Au chapitre des appuis d’envergure, M. Singh semble également en tête. En date de vendredi après-midi, un total de 31 députés (actuels ou anciens, fédéraux ou provinciaux) l’appuyaient, dont 8 élus à Ottawa et 19 députés provinciaux.
Charlie Angus arrive second avec 28 appuis. Il a obtenu l’aval de huit députés provinciaux, mais de seulement deux députés fédéraux, soit ses voisines de circonscription Christine Moore (Abitibi-Témiscamingue) et Carole Hughes (Algoma-Manitoulin-Kapuskasing). L’actuelle chef néodémocrate au Yukon, Liz Hanson, l’appuie, tout comme l’ancien chef de l’Alberta Ray Martin.
Le Québécois Guy Caron a obtenu jusqu’à présent 22 de ces appuis d’envergure. Il peut compter sur huit de ses collègues au caucus et sur deux députés provinciaux. Il se targue aussi d’avoir rallié l’ancienne chef du parti fédéral, Alexa McDonough, tout comme l’ancien chef du NPD ontarien, Howard Hampton. Quant à Niki Ashton, elle a recruté 11 gros noms, dont cinq députés fédéraux et deux provinciaux.

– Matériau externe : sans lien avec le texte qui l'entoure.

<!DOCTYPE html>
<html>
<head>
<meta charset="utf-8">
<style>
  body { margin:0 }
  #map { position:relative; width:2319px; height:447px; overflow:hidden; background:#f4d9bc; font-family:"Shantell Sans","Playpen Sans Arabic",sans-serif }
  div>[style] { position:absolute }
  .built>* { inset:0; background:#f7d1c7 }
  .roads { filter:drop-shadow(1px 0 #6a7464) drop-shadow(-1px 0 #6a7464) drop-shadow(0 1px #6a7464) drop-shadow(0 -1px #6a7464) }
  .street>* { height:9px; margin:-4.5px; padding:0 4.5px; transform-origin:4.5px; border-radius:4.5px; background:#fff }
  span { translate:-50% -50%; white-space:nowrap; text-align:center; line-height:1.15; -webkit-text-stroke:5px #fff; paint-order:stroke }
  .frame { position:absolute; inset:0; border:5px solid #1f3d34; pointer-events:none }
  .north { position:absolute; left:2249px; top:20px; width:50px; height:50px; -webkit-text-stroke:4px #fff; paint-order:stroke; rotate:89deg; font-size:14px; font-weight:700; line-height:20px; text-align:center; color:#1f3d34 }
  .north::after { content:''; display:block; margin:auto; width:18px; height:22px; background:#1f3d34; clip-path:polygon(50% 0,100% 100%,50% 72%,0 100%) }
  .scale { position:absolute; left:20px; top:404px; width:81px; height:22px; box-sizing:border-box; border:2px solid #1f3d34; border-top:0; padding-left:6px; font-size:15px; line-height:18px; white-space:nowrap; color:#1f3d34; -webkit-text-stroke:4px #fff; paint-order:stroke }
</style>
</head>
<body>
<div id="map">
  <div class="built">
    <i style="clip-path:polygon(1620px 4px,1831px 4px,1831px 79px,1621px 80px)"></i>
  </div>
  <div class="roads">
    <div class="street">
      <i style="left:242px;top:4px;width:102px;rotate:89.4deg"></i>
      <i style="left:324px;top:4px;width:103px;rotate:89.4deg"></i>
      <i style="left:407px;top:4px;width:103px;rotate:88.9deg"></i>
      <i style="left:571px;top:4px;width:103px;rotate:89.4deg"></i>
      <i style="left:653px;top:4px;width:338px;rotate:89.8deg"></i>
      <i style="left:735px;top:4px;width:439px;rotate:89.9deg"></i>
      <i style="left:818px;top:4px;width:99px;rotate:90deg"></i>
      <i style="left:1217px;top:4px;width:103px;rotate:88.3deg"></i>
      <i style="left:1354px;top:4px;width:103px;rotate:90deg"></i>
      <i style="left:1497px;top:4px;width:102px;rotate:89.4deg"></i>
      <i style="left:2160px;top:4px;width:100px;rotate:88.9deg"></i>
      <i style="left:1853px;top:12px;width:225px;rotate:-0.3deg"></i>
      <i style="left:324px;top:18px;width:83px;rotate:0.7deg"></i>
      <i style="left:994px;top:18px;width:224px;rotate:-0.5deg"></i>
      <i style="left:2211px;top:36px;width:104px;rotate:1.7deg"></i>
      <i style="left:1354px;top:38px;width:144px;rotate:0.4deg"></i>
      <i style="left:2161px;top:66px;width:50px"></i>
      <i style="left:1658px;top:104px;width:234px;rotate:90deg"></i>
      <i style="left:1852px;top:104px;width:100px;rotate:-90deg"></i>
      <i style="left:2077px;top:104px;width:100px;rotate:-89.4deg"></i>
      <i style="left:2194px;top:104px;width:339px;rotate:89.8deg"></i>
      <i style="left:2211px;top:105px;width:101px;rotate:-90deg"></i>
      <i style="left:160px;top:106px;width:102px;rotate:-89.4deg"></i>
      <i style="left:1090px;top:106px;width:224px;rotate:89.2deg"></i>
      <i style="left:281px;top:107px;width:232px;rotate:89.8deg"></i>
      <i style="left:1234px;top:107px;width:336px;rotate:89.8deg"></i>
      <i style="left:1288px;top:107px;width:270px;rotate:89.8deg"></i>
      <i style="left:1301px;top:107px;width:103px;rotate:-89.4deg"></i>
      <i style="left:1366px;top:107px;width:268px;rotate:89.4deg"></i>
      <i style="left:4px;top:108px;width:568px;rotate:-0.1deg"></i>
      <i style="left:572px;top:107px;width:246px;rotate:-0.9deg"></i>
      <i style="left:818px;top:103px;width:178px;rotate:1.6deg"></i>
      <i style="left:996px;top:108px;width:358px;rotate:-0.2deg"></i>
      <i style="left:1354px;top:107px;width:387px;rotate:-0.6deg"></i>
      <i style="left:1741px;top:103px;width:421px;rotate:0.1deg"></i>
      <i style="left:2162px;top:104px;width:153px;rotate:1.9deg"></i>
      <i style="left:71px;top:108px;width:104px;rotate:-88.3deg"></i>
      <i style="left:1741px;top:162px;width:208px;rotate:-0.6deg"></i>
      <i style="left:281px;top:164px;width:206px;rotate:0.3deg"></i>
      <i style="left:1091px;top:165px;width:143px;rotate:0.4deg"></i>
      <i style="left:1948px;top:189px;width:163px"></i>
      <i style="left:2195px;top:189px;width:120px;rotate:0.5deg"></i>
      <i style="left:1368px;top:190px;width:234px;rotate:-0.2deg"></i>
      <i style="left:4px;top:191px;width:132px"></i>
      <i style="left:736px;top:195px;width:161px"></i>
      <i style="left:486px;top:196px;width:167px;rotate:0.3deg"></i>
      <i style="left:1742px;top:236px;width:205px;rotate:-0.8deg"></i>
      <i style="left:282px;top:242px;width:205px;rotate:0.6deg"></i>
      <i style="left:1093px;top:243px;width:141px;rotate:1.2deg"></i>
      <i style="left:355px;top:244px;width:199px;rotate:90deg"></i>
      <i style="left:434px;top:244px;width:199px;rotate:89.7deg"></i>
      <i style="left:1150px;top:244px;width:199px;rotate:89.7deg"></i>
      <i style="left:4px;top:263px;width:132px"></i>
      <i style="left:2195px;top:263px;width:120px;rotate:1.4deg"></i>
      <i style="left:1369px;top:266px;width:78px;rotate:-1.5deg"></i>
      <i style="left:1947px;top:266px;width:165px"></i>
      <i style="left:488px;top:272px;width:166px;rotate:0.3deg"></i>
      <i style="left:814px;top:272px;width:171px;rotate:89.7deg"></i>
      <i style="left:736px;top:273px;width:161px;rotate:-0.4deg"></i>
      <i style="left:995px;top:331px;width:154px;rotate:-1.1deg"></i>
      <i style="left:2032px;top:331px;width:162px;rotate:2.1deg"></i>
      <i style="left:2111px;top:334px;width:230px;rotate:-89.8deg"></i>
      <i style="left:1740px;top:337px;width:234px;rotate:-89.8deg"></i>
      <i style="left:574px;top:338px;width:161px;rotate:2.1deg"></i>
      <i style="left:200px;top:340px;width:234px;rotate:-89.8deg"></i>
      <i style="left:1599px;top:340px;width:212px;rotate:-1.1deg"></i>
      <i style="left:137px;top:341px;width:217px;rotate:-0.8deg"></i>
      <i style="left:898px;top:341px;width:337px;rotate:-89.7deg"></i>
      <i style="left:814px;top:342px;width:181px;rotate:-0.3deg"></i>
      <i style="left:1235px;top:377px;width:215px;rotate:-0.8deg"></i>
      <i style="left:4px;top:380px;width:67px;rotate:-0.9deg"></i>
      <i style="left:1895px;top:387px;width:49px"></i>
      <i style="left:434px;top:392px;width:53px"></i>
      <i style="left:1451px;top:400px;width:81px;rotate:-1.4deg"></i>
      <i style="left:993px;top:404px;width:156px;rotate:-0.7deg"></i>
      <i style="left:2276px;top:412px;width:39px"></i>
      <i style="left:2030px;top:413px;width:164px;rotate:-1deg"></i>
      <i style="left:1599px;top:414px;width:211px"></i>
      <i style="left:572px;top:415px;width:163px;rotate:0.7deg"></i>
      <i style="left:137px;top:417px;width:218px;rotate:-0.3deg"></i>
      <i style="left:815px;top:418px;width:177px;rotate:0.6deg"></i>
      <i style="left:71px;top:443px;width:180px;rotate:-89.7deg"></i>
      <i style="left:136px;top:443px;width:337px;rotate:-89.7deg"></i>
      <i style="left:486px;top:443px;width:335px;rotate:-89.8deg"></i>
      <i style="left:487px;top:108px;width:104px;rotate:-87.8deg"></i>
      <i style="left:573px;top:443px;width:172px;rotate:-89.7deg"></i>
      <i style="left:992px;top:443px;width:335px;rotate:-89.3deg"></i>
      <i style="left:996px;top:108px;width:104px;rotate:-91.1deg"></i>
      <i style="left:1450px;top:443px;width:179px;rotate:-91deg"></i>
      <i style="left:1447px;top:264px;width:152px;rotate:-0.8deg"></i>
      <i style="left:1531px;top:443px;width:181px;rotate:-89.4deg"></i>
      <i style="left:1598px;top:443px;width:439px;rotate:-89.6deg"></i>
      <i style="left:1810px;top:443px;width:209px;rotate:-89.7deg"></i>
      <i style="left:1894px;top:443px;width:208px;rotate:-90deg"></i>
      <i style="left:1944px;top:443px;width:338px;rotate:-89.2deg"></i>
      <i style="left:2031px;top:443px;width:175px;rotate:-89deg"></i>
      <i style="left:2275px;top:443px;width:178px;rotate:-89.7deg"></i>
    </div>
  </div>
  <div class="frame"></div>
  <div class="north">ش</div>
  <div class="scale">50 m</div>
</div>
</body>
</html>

Si, à la lumière de ces statistiques, il est de bon ton dans les coulisses politiques de prédire une victoire facile à Jagmeet Singh, un récent sondage jette un éclairage un peu différent. La firme Mainstreet Research a sondé début septembre quelque 2009 personnes qui soit ont fait un don à un des candidats dans la course, soit apparaissent sur les listes de membres des ailes provinciales du NPD (les membres provinciaux sont automatiquement membres au fédéral). Le sondage a été mené en anglais, en français et en punjabi.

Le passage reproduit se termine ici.